Org Biomol Chem. 2019 Feb 20;17(8):2169-2173. doi: 10.1039/c8ob02468e.
Chiral β-ketoesters bearing fully substituted carbon centers are important building blocks in organic synthesis. Mono-substituted ketoesters have been widely used to synthesize the above compounds through asymmetric additions or substitutions. The limitations of these protocols mainly exist in the substrate scopes, and α-methyl or α-fluoro-substituted β-ketoesters or acetyl acetates are frequently used owing to their relatively higher reactivity. To break through this limitation, we employed N-heterocyclic carbene-catalyzed kinetic resolution to achieve the access to enantioenriched β-ketoesters with quaternary stereocenters.
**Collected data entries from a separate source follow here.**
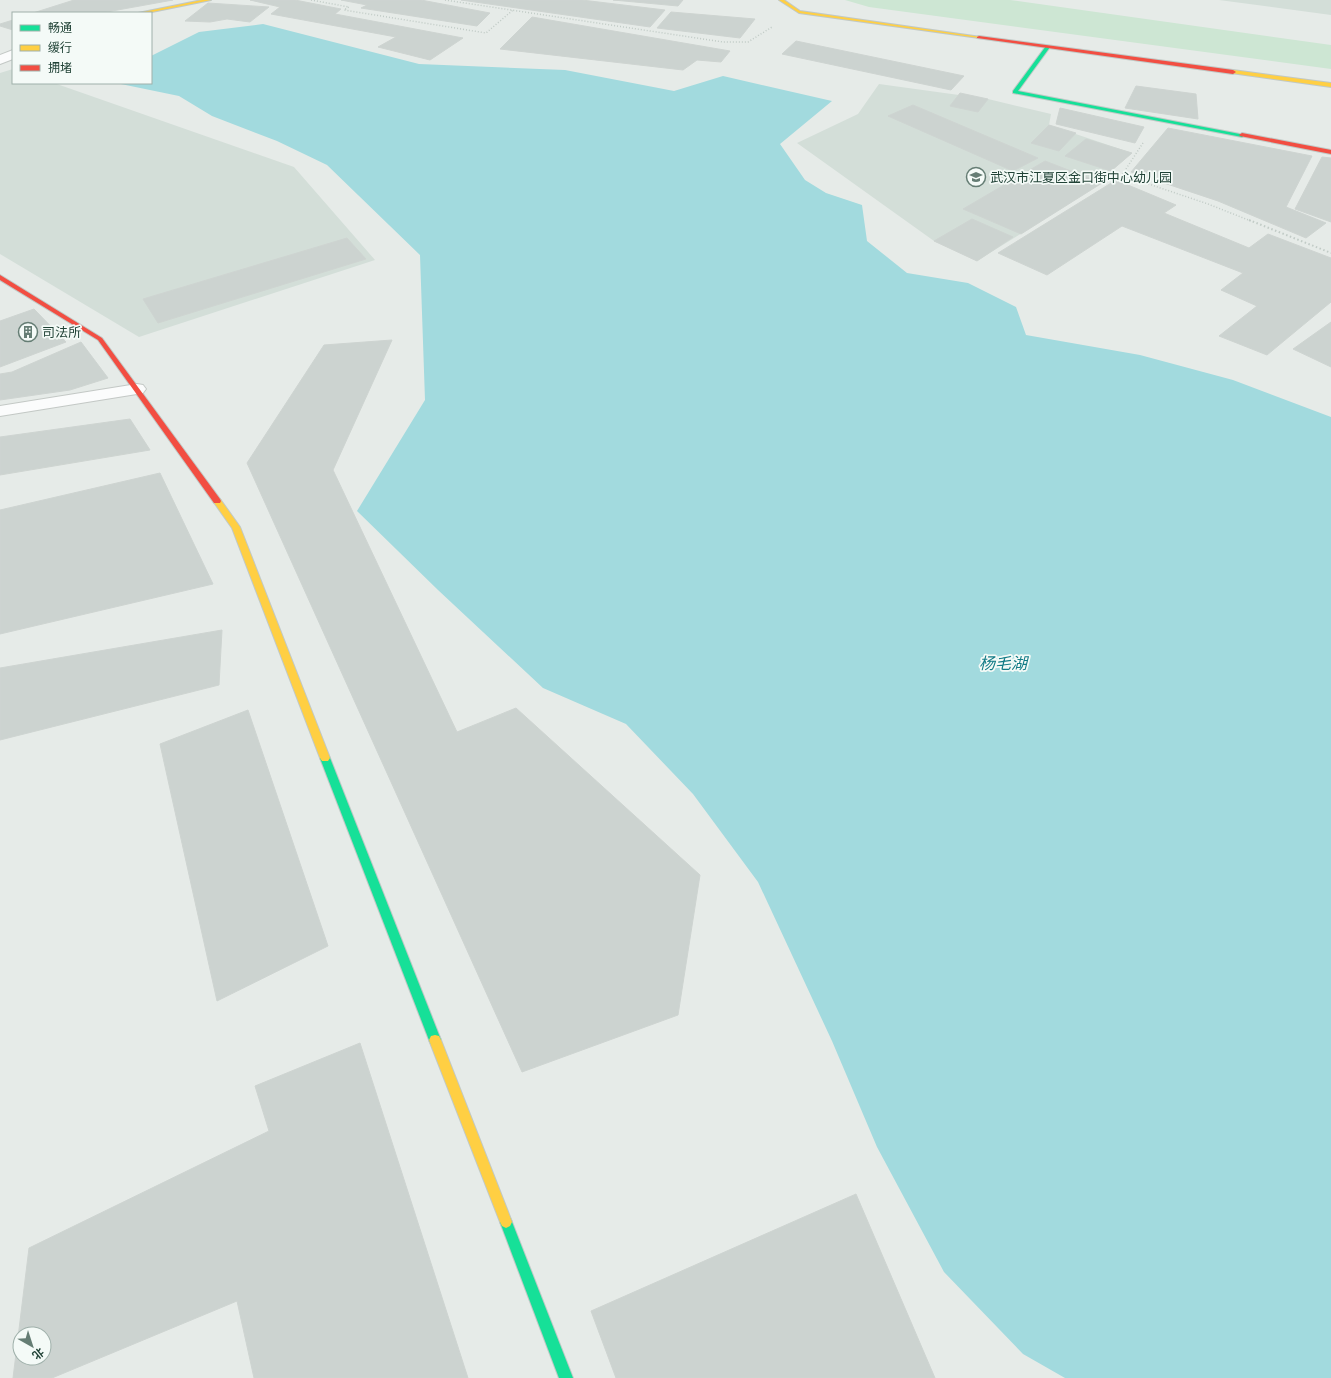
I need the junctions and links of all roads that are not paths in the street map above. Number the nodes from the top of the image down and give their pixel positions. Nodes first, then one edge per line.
1 (209, 0) edge
2 (781, 0) edge
3 (145, 12) edge
4 (1048, 46) junction
5 (12, 54) edge
6 (0, 60) edge
7 (1331, 85) edge
8 (1331, 152) edge
9 (0, 277) edge
10 (137, 389) junction
11 (0, 411) edge
12 (566, 1378) edge

1 - 3 street
2 - 4 street
4 - 7 street
4 - 8 street
5 - 6 street
9 - 10 street
10 - 11 street
10 - 12 street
Sterically more bulky groups such as benzyl, allyl, phenyl and cyclopropyl groups are all tolerated using this method.
手性β-酮酯带有完全取代的碳中心,是有机合成中的重要构建块。单取代的酮酯已广泛用于通过不对称加成或取代来合成上述化合物。这些方案的局限性主要存在于底物范围,由于α-甲基或α-氟取代的β-酮酯或乙酰乙酸酯具有较高的反应性,因此经常使用。为了突破这一限制,我们采用了 N-杂环卡宾催化的动力学拆分,以获得具有季立体中心的对映体富集的β-酮酯。该方法可耐受较大体积的取代基,如苄基、烯丙基、苯基和环丙基。